First, it tells us that Goldman is very good at what it does.
Unfortunately, what it does is bad for America. Second, it shows that
Wall Street's bad habits, above all, the system of compensation that
helped cause the financial crisis, have not gone away. Third, it shows
that by rescuing the financial system without reforming it, Washington
has done nothing to protect us from a new crisis, and, in fact, has made
another crisis more likely.
Let's start by talking about how Goldman makes money.
Over the past generation, ever since the banking deregulation of the
Reagan years, the US economy has been 'financialized'. The business of
moving money around, of slicing, dicing and repackaging financial
claims, has soared in importance compared with the actual production of
useful stuff.
The sector officially labeled "securities, commodity contracts and
investments" has grown especially fast, from only 0.3 percent of GDP in
the late 1970s to 1.7 percent of GDP in 2007.
Such growth would be fine if financialization really delivered on its
promises, if financial firms made money by directing capital to its most
productive uses, by developing innovative ways to spread and reduce
risk. But can anyone, at this point, make those claims with a straight
face? Financial firms, we now know, directed vast quantities of capital
into the construction of unsellable houses and empty shopping malls.
They increased risk rather than reducing it, and concentrated risk
rather than spreading it. In effect, the industry was selling dangerous
patent medicine to gullible consumers.
Goldman's role in the financialization of America was similar to that
of other players, except for one thing-Goldman didn't believe its own
hype. Other banks invested heavily in the same toxic waste they were
selling to the public at large. Goldman, famously, made a lot of money
selling securities backed by sub prime mortgages, then made a lot more
money by selling mortgage-backed securities short, just before their
value crashed.
All of this was perfectly legal, but the net effect was that Goldman
made profits by playing the rest of us for suckers.
And Wall Streeters have every incentive to keep playing that kind of
game. The huge bonuses Goldman will soon hand out, show that
financial-industry highfliers are still operating under a system of
heads they win, tails other people lose.
If you're a banker, and you generate big short-term profits, you get
lavishly rewarded, and you don't have to give the money back if and when
those profits turn out to have been a mirage. You have every reason,
then, to steer investors into taking risks they don't understand.
And the events of the past year have skewed those incentives even
more, by putting taxpayers as well as investors on the hook if things go
wrong.
I won't try to parse the competing claims about how much direct
benefit Goldman received from recent financial bailouts, especially the
Government's assumption of A.I.G.'s liabilities.

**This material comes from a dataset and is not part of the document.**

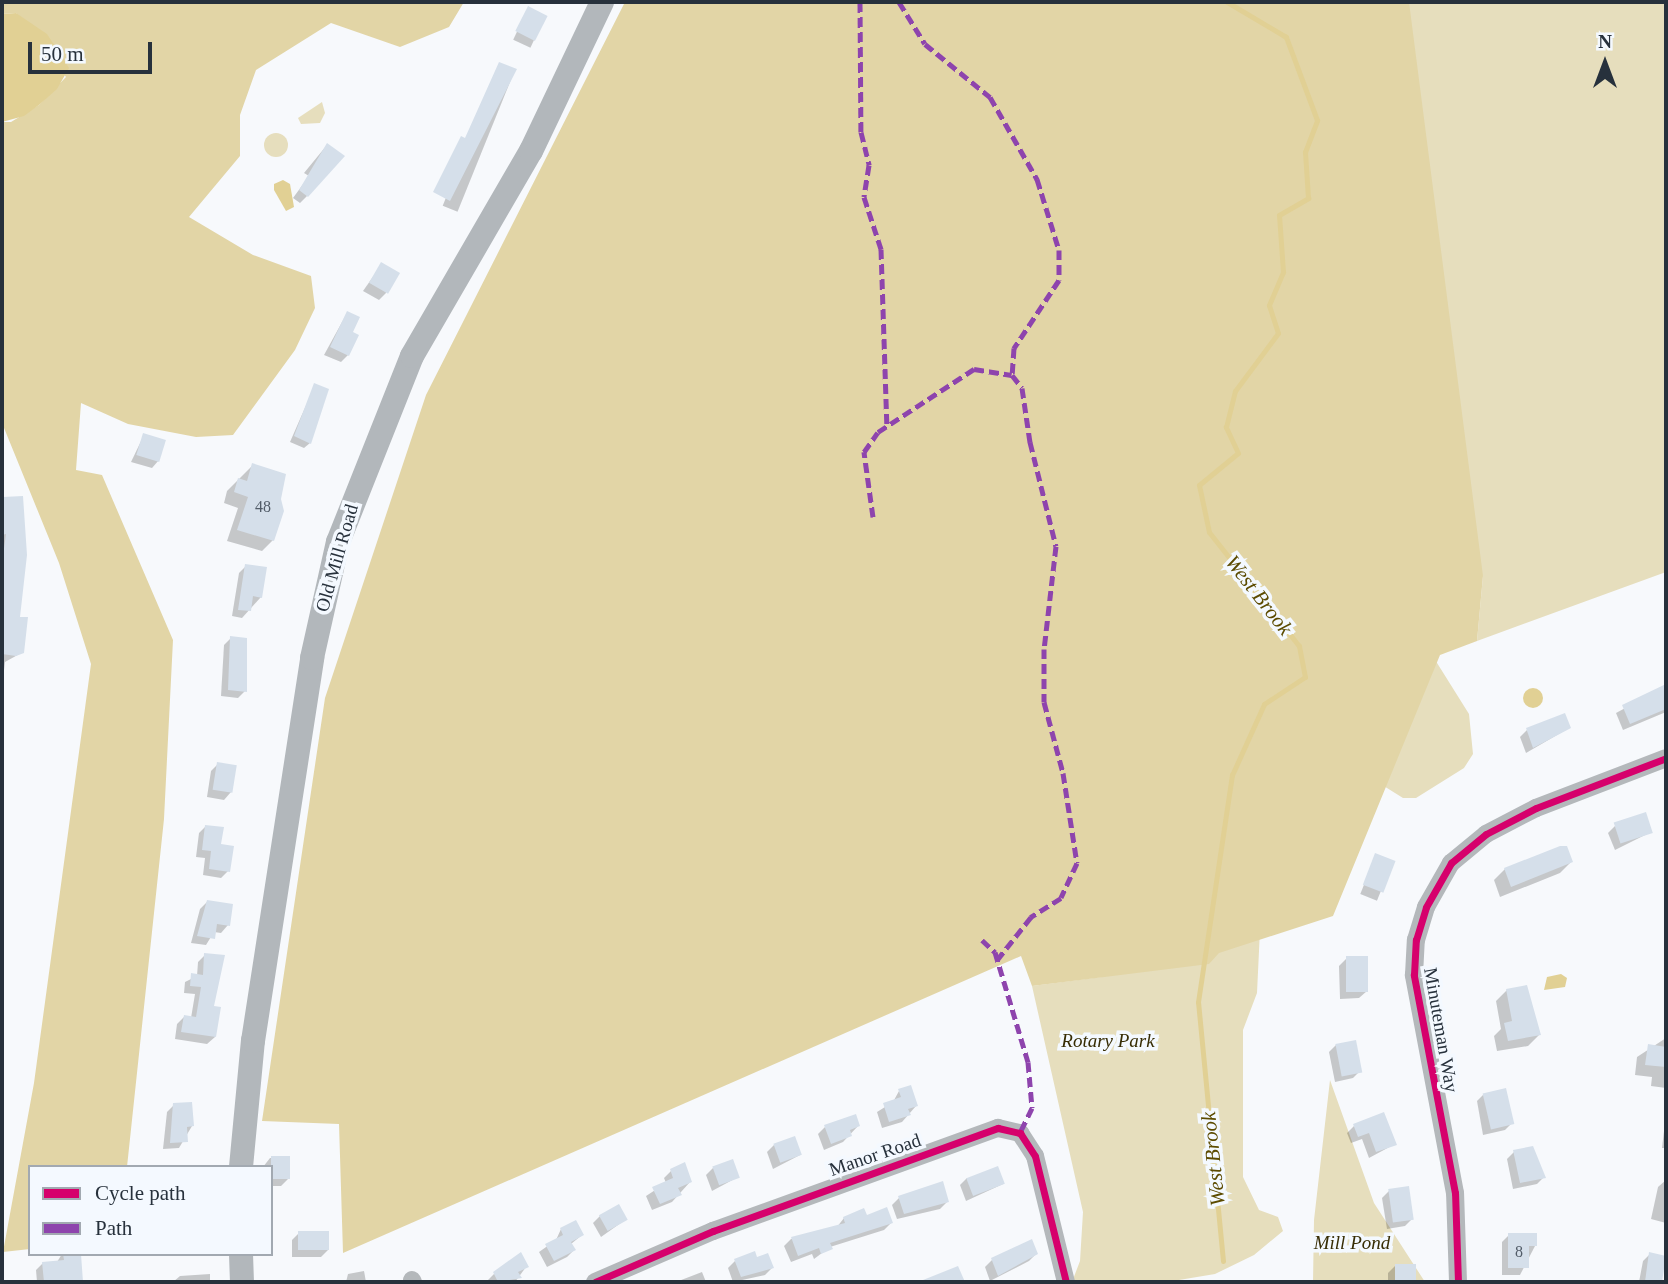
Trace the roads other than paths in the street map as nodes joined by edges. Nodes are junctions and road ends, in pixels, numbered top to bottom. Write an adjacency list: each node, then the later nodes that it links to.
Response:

What's clear is that
Wall Street in general, Goldman very much included, benefited hugely
from the Government's provision of a financial backstop, an assurance
that it will rescue major financial players whenever things go wrong.

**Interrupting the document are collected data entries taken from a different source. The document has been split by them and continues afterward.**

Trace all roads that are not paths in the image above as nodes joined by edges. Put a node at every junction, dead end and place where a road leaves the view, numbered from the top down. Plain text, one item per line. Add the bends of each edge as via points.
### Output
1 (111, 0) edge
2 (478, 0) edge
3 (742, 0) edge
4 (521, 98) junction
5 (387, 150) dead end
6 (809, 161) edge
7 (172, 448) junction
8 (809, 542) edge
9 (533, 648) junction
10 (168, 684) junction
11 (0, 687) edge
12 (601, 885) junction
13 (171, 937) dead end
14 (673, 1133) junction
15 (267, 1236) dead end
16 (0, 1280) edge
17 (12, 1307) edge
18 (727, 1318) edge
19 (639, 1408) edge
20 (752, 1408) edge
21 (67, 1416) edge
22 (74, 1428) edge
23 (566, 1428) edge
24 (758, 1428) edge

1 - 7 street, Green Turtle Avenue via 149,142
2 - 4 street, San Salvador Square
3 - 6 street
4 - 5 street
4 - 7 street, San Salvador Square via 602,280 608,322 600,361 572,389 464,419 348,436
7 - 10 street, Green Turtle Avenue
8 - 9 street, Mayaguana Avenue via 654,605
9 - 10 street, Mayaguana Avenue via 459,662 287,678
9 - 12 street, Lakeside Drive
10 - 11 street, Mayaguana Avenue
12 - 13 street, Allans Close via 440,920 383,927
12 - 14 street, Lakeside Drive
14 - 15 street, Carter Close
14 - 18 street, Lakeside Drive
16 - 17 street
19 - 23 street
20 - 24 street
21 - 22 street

You can argue that such rescues are necessary if we're to avoid a replay
of the Great Depression. In fact, I agree. But the result is that the
financial system's liabilities are now backed by an implicit government
guarantee.
Now the last time there was a comparable expansion of the financial
safety net, the creation of federal deposit insurance in the 1930s, it
was accompanied by much tighter regulation, to ensure that banks didn't
abuse their privileges.
This time, new regulations are still in the drawing-board stage, and
the finance lobby is already fighting against even the most basic
protections for consumers.
If these lobbying efforts succeed, we'll have set the stage for an
even bigger financial disaster a few years down the road. The next
crisis could look something like the savings-and-loan mess of the 1980s,
in which deregulated banks gambled with, or in some cases stole,
taxpayers' money, except that it would involve the financial industry as
a whole.
The bottom line is that Goldman's blowout quarter is good news for
Goldman and the people who work there. It's good news for financial
superstars in general, whose paychecks are rapidly climbing back to
precrisis levels. But it's bad news for almost everyone else.